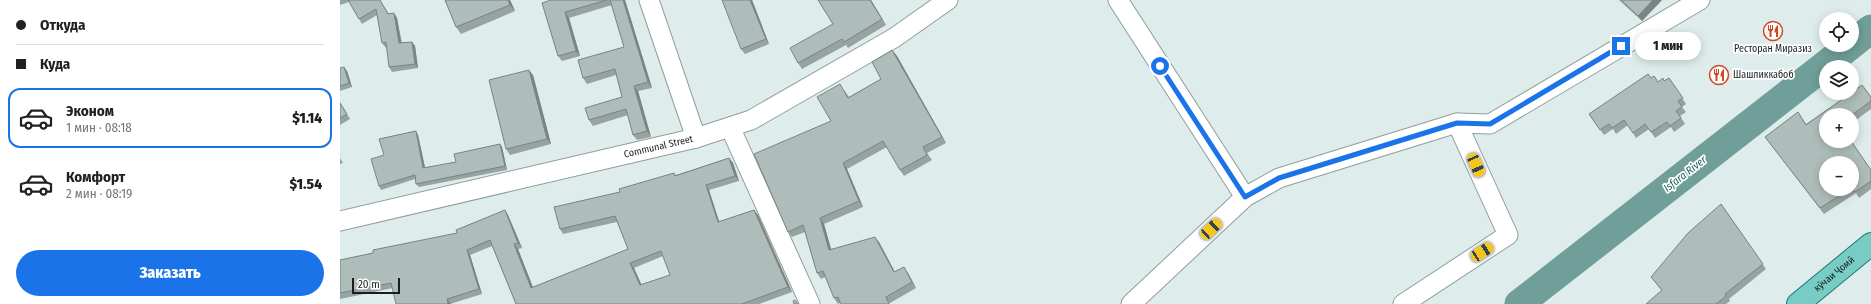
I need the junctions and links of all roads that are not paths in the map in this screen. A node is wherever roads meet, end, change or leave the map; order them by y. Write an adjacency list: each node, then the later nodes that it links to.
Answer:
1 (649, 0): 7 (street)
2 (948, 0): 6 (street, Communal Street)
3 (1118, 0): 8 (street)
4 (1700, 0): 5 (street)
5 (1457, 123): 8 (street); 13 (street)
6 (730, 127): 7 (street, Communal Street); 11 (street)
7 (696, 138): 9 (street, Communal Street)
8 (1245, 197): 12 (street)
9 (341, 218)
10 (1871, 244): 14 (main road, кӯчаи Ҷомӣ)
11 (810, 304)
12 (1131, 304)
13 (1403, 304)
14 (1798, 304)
---
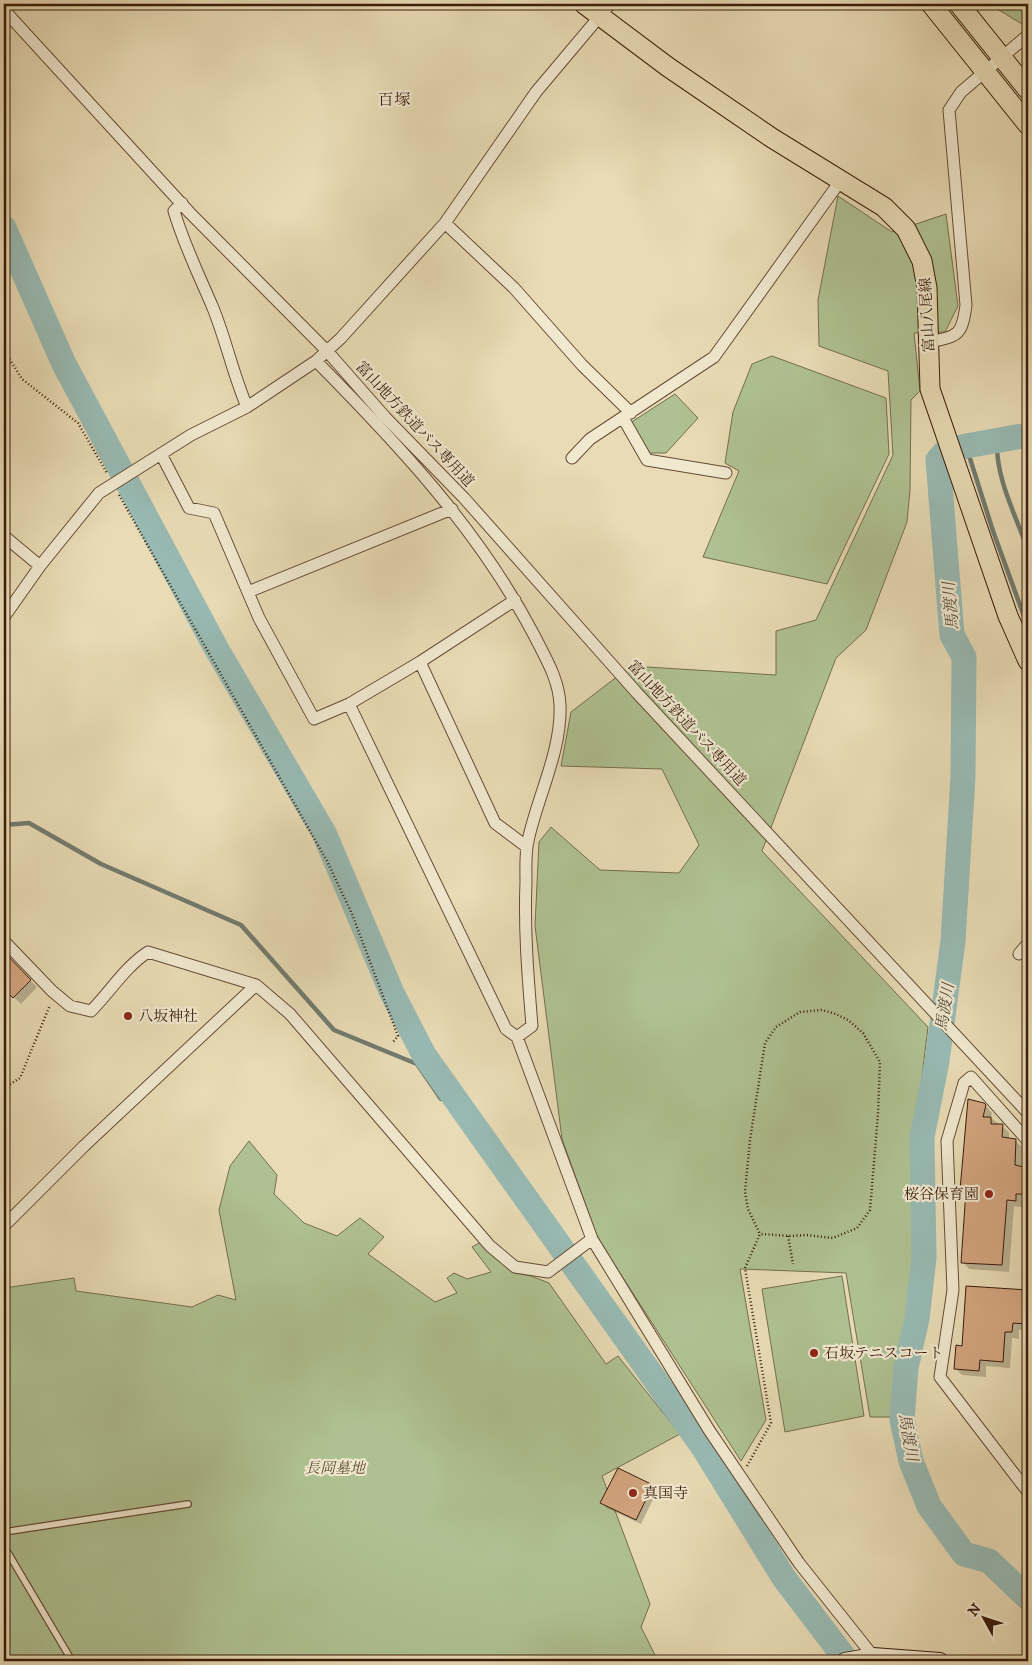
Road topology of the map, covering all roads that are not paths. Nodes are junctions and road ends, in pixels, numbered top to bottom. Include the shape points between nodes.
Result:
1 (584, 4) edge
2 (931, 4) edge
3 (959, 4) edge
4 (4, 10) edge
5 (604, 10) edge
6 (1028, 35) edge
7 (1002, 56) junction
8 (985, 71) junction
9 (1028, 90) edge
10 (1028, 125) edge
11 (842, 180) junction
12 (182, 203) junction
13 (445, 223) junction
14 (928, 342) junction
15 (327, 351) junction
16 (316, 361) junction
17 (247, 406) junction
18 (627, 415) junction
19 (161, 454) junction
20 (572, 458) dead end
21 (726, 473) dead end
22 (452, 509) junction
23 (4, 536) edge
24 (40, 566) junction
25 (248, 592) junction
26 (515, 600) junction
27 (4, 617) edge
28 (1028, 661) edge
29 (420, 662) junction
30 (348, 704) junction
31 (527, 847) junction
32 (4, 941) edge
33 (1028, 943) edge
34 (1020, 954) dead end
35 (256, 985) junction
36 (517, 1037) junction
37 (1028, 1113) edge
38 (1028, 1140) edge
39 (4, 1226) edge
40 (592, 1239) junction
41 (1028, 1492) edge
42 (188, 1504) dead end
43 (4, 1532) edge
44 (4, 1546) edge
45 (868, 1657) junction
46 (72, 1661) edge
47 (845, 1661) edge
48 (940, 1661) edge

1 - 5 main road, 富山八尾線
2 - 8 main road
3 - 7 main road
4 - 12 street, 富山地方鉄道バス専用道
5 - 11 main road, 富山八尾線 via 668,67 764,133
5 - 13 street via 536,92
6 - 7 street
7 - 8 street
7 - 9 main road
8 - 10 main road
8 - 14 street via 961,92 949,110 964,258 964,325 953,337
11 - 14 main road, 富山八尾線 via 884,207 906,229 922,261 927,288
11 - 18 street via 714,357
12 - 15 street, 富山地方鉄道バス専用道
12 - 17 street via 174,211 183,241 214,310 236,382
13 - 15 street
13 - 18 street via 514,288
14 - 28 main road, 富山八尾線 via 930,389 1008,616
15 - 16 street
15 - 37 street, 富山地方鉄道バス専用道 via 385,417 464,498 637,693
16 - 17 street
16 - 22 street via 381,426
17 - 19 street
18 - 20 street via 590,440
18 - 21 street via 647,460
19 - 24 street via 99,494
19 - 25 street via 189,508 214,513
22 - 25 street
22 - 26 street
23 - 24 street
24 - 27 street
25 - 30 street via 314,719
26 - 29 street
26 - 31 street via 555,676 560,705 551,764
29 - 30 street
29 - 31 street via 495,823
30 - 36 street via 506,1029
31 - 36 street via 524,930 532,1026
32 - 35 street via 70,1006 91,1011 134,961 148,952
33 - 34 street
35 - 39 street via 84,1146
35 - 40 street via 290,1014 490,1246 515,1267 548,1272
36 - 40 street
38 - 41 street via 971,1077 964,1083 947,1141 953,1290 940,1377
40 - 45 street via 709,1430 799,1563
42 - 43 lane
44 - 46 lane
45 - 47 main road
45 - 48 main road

*Problem details*:
Say how many lines of the entries hold the string "junctions". Nothing but the number should be given.

*Reply*:
2